* **Problem**
Read through the listing, and wherever a line holds the word "dead", return it.

* **Task inputs**

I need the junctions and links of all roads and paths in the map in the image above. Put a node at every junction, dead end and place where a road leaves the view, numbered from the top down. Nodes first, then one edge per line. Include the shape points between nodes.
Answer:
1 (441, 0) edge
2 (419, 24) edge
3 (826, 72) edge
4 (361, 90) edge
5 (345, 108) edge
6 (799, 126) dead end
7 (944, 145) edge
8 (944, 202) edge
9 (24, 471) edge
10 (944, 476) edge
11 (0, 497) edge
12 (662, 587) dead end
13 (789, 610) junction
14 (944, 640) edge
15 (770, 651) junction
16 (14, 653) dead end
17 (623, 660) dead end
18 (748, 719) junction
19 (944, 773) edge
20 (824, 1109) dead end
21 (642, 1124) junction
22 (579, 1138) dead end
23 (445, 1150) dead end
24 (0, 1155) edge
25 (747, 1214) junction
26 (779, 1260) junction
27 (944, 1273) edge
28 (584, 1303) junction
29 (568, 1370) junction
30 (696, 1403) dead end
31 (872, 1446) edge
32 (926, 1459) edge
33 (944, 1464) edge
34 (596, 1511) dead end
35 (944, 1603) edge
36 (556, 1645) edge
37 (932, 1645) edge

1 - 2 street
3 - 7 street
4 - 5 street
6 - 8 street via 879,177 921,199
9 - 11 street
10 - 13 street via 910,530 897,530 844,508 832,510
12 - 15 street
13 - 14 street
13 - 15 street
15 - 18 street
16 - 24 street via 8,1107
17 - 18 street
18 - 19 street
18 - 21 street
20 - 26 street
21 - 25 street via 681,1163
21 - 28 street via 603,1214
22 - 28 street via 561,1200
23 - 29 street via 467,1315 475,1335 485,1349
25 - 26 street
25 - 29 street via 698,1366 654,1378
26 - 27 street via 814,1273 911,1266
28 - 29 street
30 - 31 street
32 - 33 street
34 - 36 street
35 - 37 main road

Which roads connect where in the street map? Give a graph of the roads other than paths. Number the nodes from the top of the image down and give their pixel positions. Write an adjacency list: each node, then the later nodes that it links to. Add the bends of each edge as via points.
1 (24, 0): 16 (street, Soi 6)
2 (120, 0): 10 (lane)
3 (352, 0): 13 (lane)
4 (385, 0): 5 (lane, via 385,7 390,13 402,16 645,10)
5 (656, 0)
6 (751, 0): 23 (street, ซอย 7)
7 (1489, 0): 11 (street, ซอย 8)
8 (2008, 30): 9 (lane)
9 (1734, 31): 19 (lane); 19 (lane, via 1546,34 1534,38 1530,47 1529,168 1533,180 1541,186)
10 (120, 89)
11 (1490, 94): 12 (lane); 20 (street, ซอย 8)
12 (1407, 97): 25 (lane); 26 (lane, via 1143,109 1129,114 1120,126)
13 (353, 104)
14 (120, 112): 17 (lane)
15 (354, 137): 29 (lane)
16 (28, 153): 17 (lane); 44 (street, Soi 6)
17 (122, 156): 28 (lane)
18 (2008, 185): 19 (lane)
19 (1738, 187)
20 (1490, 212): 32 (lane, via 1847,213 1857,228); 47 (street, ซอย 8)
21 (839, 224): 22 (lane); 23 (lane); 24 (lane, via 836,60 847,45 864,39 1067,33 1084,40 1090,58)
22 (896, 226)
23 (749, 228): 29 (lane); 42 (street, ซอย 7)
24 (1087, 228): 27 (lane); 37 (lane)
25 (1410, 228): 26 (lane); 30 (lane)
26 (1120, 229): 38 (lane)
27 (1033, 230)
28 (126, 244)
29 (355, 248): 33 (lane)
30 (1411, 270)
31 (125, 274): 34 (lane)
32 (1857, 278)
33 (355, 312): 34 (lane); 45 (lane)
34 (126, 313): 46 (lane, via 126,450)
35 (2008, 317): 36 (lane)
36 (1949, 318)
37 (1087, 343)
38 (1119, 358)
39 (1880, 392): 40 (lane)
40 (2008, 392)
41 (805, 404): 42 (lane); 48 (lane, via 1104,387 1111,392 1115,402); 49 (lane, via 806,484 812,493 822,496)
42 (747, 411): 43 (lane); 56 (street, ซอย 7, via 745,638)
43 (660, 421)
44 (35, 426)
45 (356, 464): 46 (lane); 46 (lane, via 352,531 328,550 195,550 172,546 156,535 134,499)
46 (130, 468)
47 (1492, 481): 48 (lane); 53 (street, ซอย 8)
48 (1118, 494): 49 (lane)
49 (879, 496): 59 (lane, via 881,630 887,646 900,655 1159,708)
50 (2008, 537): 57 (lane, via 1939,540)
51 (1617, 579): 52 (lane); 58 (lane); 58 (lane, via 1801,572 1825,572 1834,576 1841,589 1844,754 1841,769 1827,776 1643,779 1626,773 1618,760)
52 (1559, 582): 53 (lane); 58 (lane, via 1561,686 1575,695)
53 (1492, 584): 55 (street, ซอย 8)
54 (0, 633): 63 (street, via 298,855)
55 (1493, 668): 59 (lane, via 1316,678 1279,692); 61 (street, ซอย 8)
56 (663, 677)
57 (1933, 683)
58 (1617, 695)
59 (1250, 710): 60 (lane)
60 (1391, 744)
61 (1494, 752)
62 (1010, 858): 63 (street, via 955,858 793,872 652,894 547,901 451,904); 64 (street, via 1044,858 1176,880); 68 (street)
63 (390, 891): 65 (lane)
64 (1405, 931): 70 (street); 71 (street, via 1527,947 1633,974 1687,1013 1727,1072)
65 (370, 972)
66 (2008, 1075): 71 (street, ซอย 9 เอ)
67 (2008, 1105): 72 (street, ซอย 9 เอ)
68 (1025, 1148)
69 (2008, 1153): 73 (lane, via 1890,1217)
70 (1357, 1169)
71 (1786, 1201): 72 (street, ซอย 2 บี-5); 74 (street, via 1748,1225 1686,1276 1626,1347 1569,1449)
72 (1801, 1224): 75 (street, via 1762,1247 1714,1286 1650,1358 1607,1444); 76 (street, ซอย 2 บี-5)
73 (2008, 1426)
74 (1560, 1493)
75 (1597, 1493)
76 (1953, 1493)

* **Reply to the exercise**
I need the junctions and links of all roads and paths in the map in the image above. Put a node at every junction, dead end and place where a road leaves the view, numbered from the top down. Nodes first, then one edge per line. Include the shape points between nodes.
6 (799, 126) dead end
12 (662, 587) dead end
16 (14, 653) dead end
17 (623, 660) dead end
20 (824, 1109) dead end
22 (579, 1138) dead end
23 (445, 1150) dead end
30 (696, 1403) dead end
34 (596, 1511) dead end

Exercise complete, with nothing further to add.